El balotaje y sus resultados oficiales marcaron el final de la campaña electoral más larga de los últimos tiempos, debido, precisamente, a la inédita segunda vuelta: nunca antes en Bolivia se había necesitado de dos comicios para elegir presidente.
Esto permite a la población respirar aliviada, lo que no significa olvidar lo vivido: un proceso no exento de inconsistencias, discrecionalidades y trampas burocráticas que hacen más difícil la participación ciudadana.
La normativa electoral debe servir para garantizar elecciones limpias y transparentes, pero no es admisible que se use ese objetivo como pretexto para atropellar otros derechos constitucionales como, por ejemplo, el de la libertad de expresión.
Ahora que pasaron las elecciones se puede ir pensando en varias reformas, por ejemplo la de la Ley Electoral. No para favorecer a nadie, sino para devolverle fluidez, sentido y confianza a la democracia.
El actual sistema parece diseñado por abogados que desconfían del ciudadano. Cada paso del proceso, desde la inscripción de candidaturas hasta el conteo final, está encadenado a una maraña de plazos, formularios y prohibiciones que, en vez de fortalecer la transparencia, la debilitan. El colofón es el absurdo “silencio electoral” de tres días, que ni las redes sociales respetan ni el ciudadano común entiende. ¿A quién beneficia el mutismo forzado en tiempos de hipercomunicación? A nadie, salvo a los tramposos que aprovechan el silencio de los demás. Igual de irracional resulta el plazo de dos meses entre la primera y la segunda vuelta. En un país crispado y empobrecido, dos meses de incertidumbre equivalen a dos meses de parálisis económica, de polarización en redes, de rumores y de inestabilidad. La democracia no se mide por la duración de sus procesos, sino por su claridad y eficacia. En otras latitudes, los balotajes se celebran en cuestión de semanas, y los resultados se asumen con mayor madurez.
Una democracia madura requiere reglas simples, previsibles y justas, no un reglamento que cambia según el viento político ni decisiones que se explican más por el temor al escándalo que por la convicción jurídica.
Reformar la Ley Electoral no significa abrir la puerta al desorden, sino al sentido común. Significa reducir formalismos inútiles, acortar plazos y, sobre todo, garantizar que la voz de los ciudadanos pese más que el timbre de una notificación. La política boliviana necesita menos miedo a la participación y más confianza en la inteligencia colectiva.
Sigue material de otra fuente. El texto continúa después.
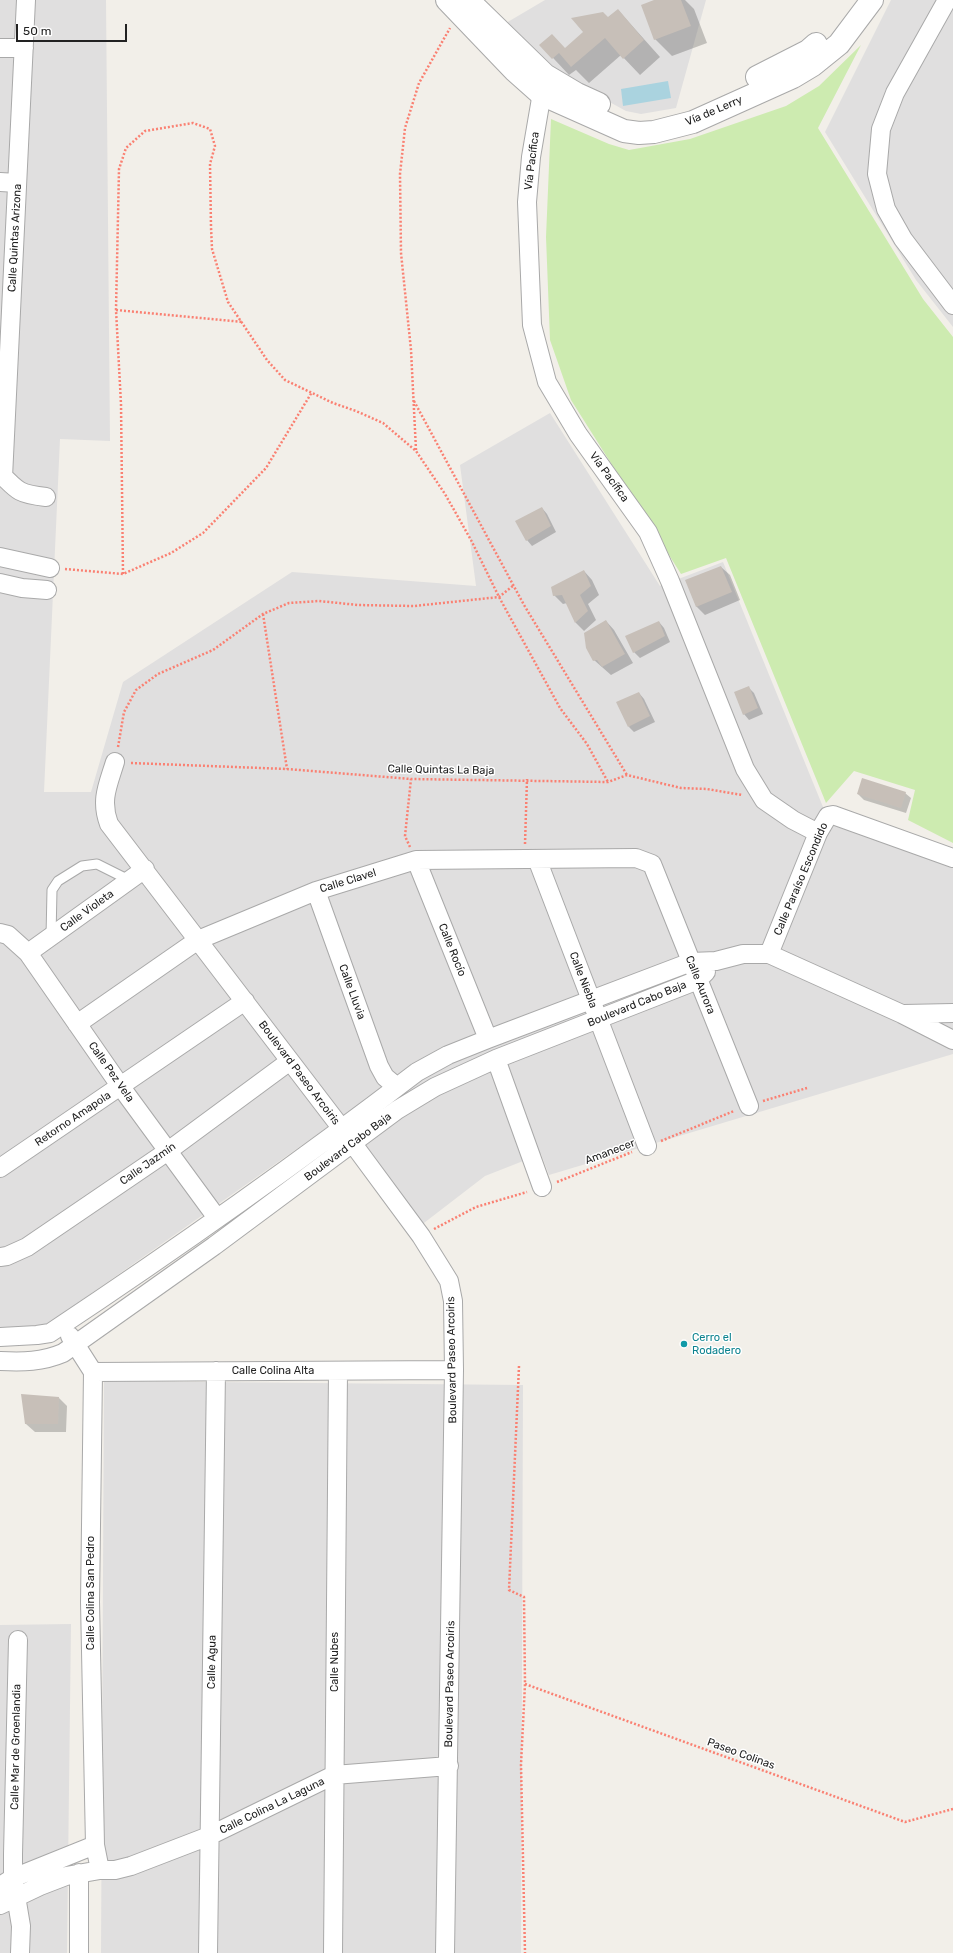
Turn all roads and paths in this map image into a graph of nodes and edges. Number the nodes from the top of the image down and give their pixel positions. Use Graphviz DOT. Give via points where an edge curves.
graph roads {
  1 [pos="26,0"];
  2 [pos="858,0"];
  3 [pos="872,0"];
  4 [pos="947,0"];
  5 [pos="458,4"];
  6 [pos="0,48"];
  7 [pos="24,48"];
  8 [pos="543,84"];
  9 [pos="9,183"];
  10 [pos="953,305"];
  11 [pos="116,310"];
  12 [pos="6,312"];
  13 [pos="243,322"];
  14 [pos="312,392"];
  15 [pos="413,400"];
  16 [pos="416,451"];
  17 [pos="2,475"];
  18 [pos="46,497"];
  19 [pos="1,561"];
  20 [pos="50,568"];
  21 [pos="123,574"];
  22 [pos="0,583"];
  23 [pos="514,585"];
  24 [pos="47,590"];
  25 [pos="499,597"];
  26 [pos="263,614"];
  27 [pos="115,762"];
  28 [pos="287,769"];
  29 [pos="627,775"];
  30 [pos="411,779"];
  31 [pos="527,779"];
  32 [pos="608,782"];
  33 [pos="764,800"];
  34 [pos="818,833"];
  35 [pos="953,858"];
  36 [pos="536,859"];
  37 [pos="416,860"];
  38 [pos="652,864"];
  39 [pos="145,869"];
  40 [pos="129,880"];
  41 [pos="316,891"];
  42 [pos="0,933"];
  43 [pos="51,937"];
  44 [pos="198,940"];
  45 [pos="28,953"];
  46 [pos="769,954"];
  47 [pos="716,961"];
  48 [pos="691,962"];
  49 [pos="698,980"];
  50 [pos="591,1000"];
  51 [pos="245,1001"];
  52 [pos="953,1013"];
  53 [pos="902,1014"];
  54 [pos="598,1020"];
  55 [pos="77,1024"];
  56 [pos="488,1039"];
  57 [pos="953,1040"];
  58 [pos="496,1060"];
  59 [pos="290,1061"];
  60 [pos="121,1087"];
  61 [pos="397,1087"];
  62 [pos="807,1088"];
  63 [pos="749,1106"];
  64 [pos="342,1129"];
  65 [pos="352,1144"];
  66 [pos="647,1146"];
  67 [pos="168,1151"];
  68 [pos="0,1168"];
  69 [pos="542,1187"];
  70 [pos="217,1218"];
  71 [pos="203,1229"];
  72 [pos="421,1236"];
  73 [pos="214,1246"];
  74 [pos="0,1257"];
  75 [pos="62,1324"];
  76 [pos="0,1337"];
  77 [pos="76,1345"];
  78 [pos="0,1361"];
  79 [pos="519,1366"];
  80 [pos="338,1370"];
  81 [pos="454,1370"];
  82 [pos="216,1371"];
  83 [pos="92,1372"];
  84 [pos="18,1640"];
  85 [pos="525,1684"];
  86 [pos="449,1766"];
  87 [pos="334,1775"];
  88 [pos="953,1809"];
  89 [pos="209,1836"];
  90 [pos="95,1845"];
  91 [pos="7,1855"];
  92 [pos="100,1870"];
  93 [pos="79,1873"];
  94 [pos="7,1882"];
  95 [pos="16,1897"];
  96 [pos="0,1905"];
  97 [pos="20,1953"];
  98 [pos="79,1953"];
  99 [pos="208,1953"];
  100 [pos="333,1953"];
  101 [pos="445,1953"];
  102 [pos="525,1953"];
  1 -- 7 [label="street, Calle Quintas Arizona"];
  2 -- 8 [label="street, Vía de Lerry" via="836,27 808,51 689,110 662,118 634,119 577,94"];
  3 -- 8 [label="street, Vía de Lerry" via="839,44 813,65 793,77 693,122 654,132 624,131"];
  4 -- 10 [label="street" via="894,93 881,129 877,174 886,209 903,239"];
  5 -- 8 [label="street, Vía de Lerry"];
  5 -- 15 [label="path" via="419,83 403,143 400,174 401,252"];
  6 -- 7 [label="street"];
  7 -- 9 [label="street, Calle Quintas Arizona"];
  8 -- 33 [label="street, Vía Pacífica" via="531,157 527,202 532,325 548,382 578,434 648,532 745,769"];
  9 -- 12 [label="street, Calle Quintas Arizona"];
  11 -- 13 [label="path"];
  11 -- 13 [label="path" via="119,169 126,148 144,132 193,123 210,129 215,146 210,164 212,249 228,302"];
  11 -- 21 [label="path" via="121,404"];
  12 -- 17 [label="street, Calle Quintas Arizona"];
  13 -- 14 [label="path" via="267,360 285,380"];
  14 -- 16 [label="path" via="383,423"];
  14 -- 21 [label="path" via="266,468 203,533 171,553"];
  15 -- 16 [label="path"];
  15 -- 23 [label="path"];
  16 -- 25 [label="path" via="449,501"];
  17 -- 18 [label="street" via="11,486 25,495"];
  19 -- 20 [label="street"];
  20 -- 21 [label="path"];
  22 -- 24 [label="street"];
  23 -- 25 [label="path"];
  23 -- 29 [label="path"];
  25 -- 26 [label="path" via="414,606 320,601 289,603"];
  25 -- 32 [label="path" via="560,708 587,744"];
  26 -- 27 [label="path" via="214,650 158,674 136,690 124,712"];
  26 -- 28 [label="path"];
  27 -- 28 [label="path, Calle Quintas La Baja"];
  27 -- 39 [label="street, Boulevard Paseo Arcoiris" via="104,798 105,812 109,824"];
  28 -- 30 [label="path, Calle Quintas La Baja"];
  29 -- 32 [label="path, Calle Quintas La Baja"];
  29 -- 33 [label="path" via="681,788 707,789"];
  30 -- 31 [label="path, Calle Quintas La Baja"];
  30 -- 37 [label="path" via="405,836"];
  31 -- 32 [label="path, Calle Quintas La Baja"];
  31 -- 36 [label="path" via="525,844"];
  33 -- 34 [label="street, Vía Pacífica"];
  34 -- 35 [label="street, Calle Paraíso Escondido" via="826,818 833,815"];
  34 -- 46 [label="street, Calle Paraíso Escondido"];
  36 -- 37 [label="street, Calle Clavel"];
  36 -- 38 [label="street, Calle Clavel" via="636,858"];
  36 -- 50 [label="street, Calle Niebla"];
  37 -- 41 [label="street, Calle Clavel"];
  37 -- 56 [label="street, Calle Rocío"];
  38 -- 48 [label="street, Calle Aurora"];
  39 -- 40 [label="street, Calle Violeta"];
  39 -- 44 [label="street, Boulevard Paseo Arcoiris"];
  40 -- 43 [label="street, Calle Violeta"];
  40 -- 43 [label="lane" via="97,864 82,866 58,881 52,890"];
  41 -- 44 [label="street, Calle Clavel"];
  41 -- 61 [label="street, Calle Lluvia" via="378,1066"];
  42 -- 45 [label="street, Calle Pez Vela" via="8,935"];
  43 -- 45 [label="street, Calle Violeta"];
  44 -- 51 [label="street, Boulevard Paseo Arcoiris"];
  44 -- 55 [label="street, Calle Clavel"];
  45 -- 55 [label="street, Calle Pez Vela"];
  46 -- 47 [label="street, Boulevard Cabo Baja" via="743,954"];
  46 -- 53 [label="street, Boulevard Cabo Baja"];
  47 -- 48 [label="street, Boulevard Cabo Baja"];
  47 -- 49 [label="street, Boulevard Cabo Baja"];
  48 -- 49 [label="street, Calle Aurora"];
  48 -- 50 [label="street, Boulevard Cabo Baja"];
  49 -- 54 [label="street, Boulevard Cabo Baja"];
  49 -- 63 [label="street, Calle Aurora"];
  50 -- 54 [label="street, Calle Niebla"];
  50 -- 56 [label="street, Boulevard Cabo Baja"];
  51 -- 59 [label="street, Boulevard Paseo Arcoiris"];
  51 -- 60 [label="street, Retorno Amapola"];
  52 -- 53 [label="street"];
  53 -- 57 [label="street, Boulevard Cabo Baja"];
  54 -- 58 [label="street, Boulevard Cabo Baja"];
  54 -- 66 [label="street, Calle Niebla"];
  55 -- 60 [label="street, Calle Pez Vela"];
  56 -- 61 [label="street, Boulevard Cabo Baja" via="431,1064"];
  58 -- 65 [label="street, Boulevard Cabo Baja" via="435,1087 397,1110"];
  58 -- 69 [label="street"];
  59 -- 64 [label="street, Boulevard Paseo Arcoiris"];
  59 -- 67 [label="street, Calle Jazmín"];
  60 -- 67 [label="street, Calle Pez Vela"];
  60 -- 68 [label="street, Retorno Amapola"];
  61 -- 64 [label="street, Boulevard Cabo Baja"];
  62 -- 63 [label="path, Amanecer"];
  63 -- 66 [label="path, Amanecer"];
  64 -- 65 [label="street, Boulevard Paseo Arcoiris"];
  64 -- 70 [label="street, Boulevard Cabo Baja"];
  65 -- 72 [label="street, Boulevard Paseo Arcoiris"];
  65 -- 73 [label="street, Boulevard Cabo Baja"];
  66 -- 69 [label="path, Amanecer"];
  67 -- 70 [label="street, Calle Pez Vela"];
  67 -- 74 [label="street, Calle Jazmín" via="27,1247"];
  69 -- 72 [label="path, Amanecer" via="476,1207"];
  70 -- 71 [label="street, Boulevard Cabo Baja"];
  71 -- 73 [label="street"];
  71 -- 75 [label="street, Boulevard Cabo Baja"];
  72 -- 81 [label="street, Boulevard Paseo Arcoiris" via="449,1281 453,1301"];
  73 -- 77 [label="street, Boulevard Cabo Baja"];
  75 -- 76 [label="street, Boulevard Cabo Baja" via="50,1333"];
  75 -- 77 [label="street"];
  77 -- 78 [label="street, Boulevard Cabo Baja" via="63,1354 49,1359 31,1362"];
  77 -- 83 [label="street"];
  79 -- 85 [label="path" via="509,1590 524,1597"];
  80 -- 81 [label="street, Calle Colina Alta"];
  80 -- 82 [label="street, Calle Colina Alta"];
  80 -- 87 [label="street, Calle Nubes"];
  81 -- 86 [label="street, Boulevard Paseo Arcoiris"];
  82 -- 83 [label="street, Calle Colina Alta"];
  82 -- 89 [label="street, Calle Agua"];
  83 -- 90 [label="street, Calle Colina San Pedro" via="90,1602"];
  84 -- 91 [label="street, Calle Mar de Groenlandia"];
  85 -- 88 [label="path, Paseo Colinas" via="905,1822"];
  85 -- 102 [label="path" via="521,1765"];
  86 -- 87 [label="street, Calle Colina La Laguna"];
  86 -- 101 [label="street, Boulevard Paseo Arcoiris"];
  87 -- 89 [label="street, Calle Colina La Laguna"];
  87 -- 100 [label="street, Calle Nubes"];
  89 -- 92 [label="street, Calle Colina La Laguna" via="131,1866"];
  89 -- 99 [label="street, Calle Agua"];
  90 -- 92 [label="street, Calle Colina San Pedro"];
  90 -- 94 [label="street"];
  91 -- 94 [label="street, Calle Mar de Groenlandia"];
  92 -- 93 [label="street"];
  93 -- 95 [label="street"];
  93 -- 98 [label="street"];
  94 -- 95 [label="street, Calle Mar de Groenlandia"];
  95 -- 96 [label="street"];
  95 -- 97 [label="street, Calle Mar de Groenlandia" via="21,1926"];
}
Las autoridades electas deberían asumir este reto desde el primer día. Porque de poco sirve cambiar presidentes si seguimos atados a una ley que trata al votante como sospechoso y al proceso como trámite. La democracia, cuando se vuelve un ritual burocrático, empieza a morir por dentro.
Los vientos de cambio deben ser aprovechados para barrer con la tediosa burocracia.